____ Records to use

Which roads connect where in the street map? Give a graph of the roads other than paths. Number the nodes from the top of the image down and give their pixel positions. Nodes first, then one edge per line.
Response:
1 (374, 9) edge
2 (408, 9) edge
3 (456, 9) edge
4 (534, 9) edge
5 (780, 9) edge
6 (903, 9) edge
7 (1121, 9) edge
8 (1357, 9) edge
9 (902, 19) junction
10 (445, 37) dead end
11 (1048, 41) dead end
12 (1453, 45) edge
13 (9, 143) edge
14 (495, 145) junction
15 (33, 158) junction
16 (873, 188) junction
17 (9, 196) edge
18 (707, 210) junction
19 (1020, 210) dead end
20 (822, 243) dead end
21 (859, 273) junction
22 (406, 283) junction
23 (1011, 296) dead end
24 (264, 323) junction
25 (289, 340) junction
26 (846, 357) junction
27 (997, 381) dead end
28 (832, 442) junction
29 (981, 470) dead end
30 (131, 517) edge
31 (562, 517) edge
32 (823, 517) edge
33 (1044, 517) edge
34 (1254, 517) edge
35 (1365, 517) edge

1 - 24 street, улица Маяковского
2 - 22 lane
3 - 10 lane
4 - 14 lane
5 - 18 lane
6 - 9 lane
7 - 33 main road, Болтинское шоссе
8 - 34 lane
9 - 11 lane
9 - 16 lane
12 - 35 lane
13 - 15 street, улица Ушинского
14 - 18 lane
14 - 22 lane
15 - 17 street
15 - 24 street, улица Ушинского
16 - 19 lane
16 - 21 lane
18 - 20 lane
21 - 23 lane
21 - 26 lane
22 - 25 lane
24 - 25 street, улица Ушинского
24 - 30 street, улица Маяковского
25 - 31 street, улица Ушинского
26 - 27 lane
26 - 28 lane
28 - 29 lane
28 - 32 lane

________
____ Records to use

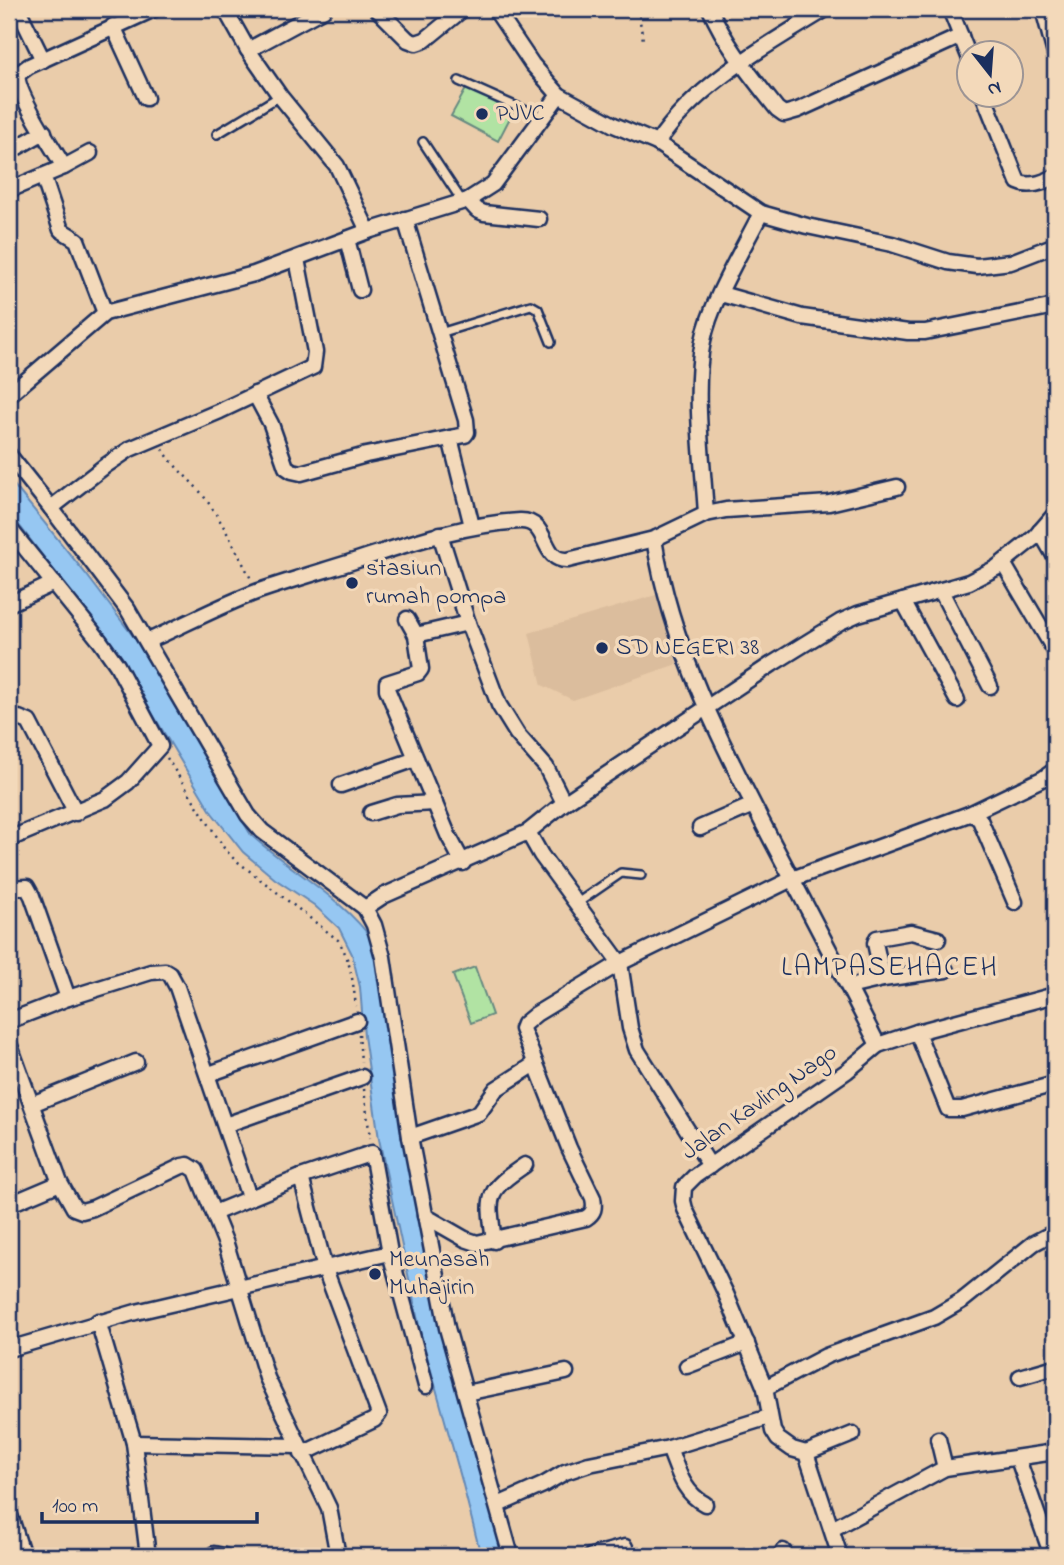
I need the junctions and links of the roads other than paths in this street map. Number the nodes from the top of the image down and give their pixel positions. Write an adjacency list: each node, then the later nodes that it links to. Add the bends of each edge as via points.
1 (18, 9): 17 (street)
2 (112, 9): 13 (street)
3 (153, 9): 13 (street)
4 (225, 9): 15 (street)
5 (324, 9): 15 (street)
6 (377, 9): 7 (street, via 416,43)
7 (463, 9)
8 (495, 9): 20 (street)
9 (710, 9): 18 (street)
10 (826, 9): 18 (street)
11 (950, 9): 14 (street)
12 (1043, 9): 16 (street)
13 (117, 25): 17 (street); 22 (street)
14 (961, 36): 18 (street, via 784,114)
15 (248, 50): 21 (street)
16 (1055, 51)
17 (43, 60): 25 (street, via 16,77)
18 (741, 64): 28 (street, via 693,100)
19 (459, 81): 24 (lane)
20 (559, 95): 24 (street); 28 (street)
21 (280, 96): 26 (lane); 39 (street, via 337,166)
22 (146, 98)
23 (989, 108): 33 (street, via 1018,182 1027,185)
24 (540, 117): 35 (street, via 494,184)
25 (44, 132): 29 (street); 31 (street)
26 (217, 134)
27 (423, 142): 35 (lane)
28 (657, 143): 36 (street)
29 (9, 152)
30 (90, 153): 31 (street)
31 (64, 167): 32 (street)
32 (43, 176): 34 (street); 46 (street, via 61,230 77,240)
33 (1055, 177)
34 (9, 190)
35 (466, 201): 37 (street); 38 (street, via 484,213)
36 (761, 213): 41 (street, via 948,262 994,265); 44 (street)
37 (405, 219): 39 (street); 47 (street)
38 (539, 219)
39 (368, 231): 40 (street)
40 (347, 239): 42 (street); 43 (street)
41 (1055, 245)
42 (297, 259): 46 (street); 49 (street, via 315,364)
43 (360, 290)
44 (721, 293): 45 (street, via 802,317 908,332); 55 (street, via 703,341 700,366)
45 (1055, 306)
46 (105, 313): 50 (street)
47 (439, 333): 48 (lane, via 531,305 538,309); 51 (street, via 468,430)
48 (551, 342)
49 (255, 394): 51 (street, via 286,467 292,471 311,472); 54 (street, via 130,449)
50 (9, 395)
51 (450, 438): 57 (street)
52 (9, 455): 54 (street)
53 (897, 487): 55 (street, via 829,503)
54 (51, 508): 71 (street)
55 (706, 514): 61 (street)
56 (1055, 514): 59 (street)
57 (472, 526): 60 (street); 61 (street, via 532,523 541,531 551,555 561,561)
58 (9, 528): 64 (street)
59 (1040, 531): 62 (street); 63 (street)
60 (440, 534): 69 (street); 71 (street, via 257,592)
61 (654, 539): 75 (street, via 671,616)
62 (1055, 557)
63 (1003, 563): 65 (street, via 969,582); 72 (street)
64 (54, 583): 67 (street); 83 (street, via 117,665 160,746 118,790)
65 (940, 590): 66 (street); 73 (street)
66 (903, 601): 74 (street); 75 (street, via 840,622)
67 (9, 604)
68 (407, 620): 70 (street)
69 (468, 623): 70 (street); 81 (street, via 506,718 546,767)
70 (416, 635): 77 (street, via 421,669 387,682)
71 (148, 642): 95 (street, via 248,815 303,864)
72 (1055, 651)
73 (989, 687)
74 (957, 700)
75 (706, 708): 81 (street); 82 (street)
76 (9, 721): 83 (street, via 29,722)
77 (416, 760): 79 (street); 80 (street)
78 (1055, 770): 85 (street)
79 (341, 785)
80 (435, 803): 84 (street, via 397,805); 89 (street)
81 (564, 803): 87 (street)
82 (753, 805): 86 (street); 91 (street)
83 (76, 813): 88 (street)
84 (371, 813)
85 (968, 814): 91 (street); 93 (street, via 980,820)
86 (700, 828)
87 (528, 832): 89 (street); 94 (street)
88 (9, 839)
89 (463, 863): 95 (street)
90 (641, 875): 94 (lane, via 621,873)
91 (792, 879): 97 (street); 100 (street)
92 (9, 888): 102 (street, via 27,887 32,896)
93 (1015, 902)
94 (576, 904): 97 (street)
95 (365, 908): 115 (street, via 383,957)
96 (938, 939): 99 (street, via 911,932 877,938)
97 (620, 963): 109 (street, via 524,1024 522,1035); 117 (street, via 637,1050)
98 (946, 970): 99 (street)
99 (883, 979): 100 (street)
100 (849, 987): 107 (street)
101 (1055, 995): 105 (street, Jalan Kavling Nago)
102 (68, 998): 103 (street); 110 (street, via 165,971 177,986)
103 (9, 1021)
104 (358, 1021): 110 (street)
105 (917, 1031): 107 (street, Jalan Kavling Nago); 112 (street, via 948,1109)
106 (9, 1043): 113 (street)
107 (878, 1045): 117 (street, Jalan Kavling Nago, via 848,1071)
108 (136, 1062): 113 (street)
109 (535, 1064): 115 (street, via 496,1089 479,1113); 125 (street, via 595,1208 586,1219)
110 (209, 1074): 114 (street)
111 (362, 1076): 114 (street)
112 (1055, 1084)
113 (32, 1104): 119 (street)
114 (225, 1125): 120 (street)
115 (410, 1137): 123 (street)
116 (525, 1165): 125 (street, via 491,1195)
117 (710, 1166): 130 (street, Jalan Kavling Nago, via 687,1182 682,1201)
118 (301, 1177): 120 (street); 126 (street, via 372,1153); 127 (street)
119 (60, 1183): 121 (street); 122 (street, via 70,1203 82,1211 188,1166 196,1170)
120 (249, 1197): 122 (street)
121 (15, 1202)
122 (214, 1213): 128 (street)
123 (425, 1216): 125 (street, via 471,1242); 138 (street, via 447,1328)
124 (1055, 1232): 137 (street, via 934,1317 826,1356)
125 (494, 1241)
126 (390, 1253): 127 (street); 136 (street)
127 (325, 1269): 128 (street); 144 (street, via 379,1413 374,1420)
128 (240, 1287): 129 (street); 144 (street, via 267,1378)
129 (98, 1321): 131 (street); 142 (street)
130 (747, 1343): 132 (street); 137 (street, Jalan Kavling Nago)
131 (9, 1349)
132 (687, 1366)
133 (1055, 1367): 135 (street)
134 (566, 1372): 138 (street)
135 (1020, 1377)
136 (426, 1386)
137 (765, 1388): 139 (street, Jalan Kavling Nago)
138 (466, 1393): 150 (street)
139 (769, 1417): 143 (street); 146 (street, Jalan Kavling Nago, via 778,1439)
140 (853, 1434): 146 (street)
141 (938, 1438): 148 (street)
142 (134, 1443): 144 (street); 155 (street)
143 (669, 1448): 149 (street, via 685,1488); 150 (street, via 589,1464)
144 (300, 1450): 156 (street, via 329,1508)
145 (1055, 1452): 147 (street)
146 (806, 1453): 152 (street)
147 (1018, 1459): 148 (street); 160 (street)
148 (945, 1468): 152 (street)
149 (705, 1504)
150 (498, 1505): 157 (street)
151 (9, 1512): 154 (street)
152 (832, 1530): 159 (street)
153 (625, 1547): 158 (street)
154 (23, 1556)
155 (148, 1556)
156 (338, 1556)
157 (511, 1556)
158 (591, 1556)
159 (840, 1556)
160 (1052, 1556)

________

**Required action:** Which lines in the data hold the string "Jalan"? Copy each of them.

**Response below:**
101 (1055, 995): 105 (street, Jalan Kavling Nago)
105 (917, 1031): 107 (street, Jalan Kavling Nago); 112 (street, via 948,1109)
107 (878, 1045): 117 (street, Jalan Kavling Nago, via 848,1071)
117 (710, 1166): 130 (street, Jalan Kavling Nago, via 687,1182 682,1201)
130 (747, 1343): 132 (street); 137 (street, Jalan Kavling Nago)
137 (765, 1388): 139 (street, Jalan Kavling Nago)
139 (769, 1417): 143 (street); 146 (street, Jalan Kavling Nago, via 778,1439)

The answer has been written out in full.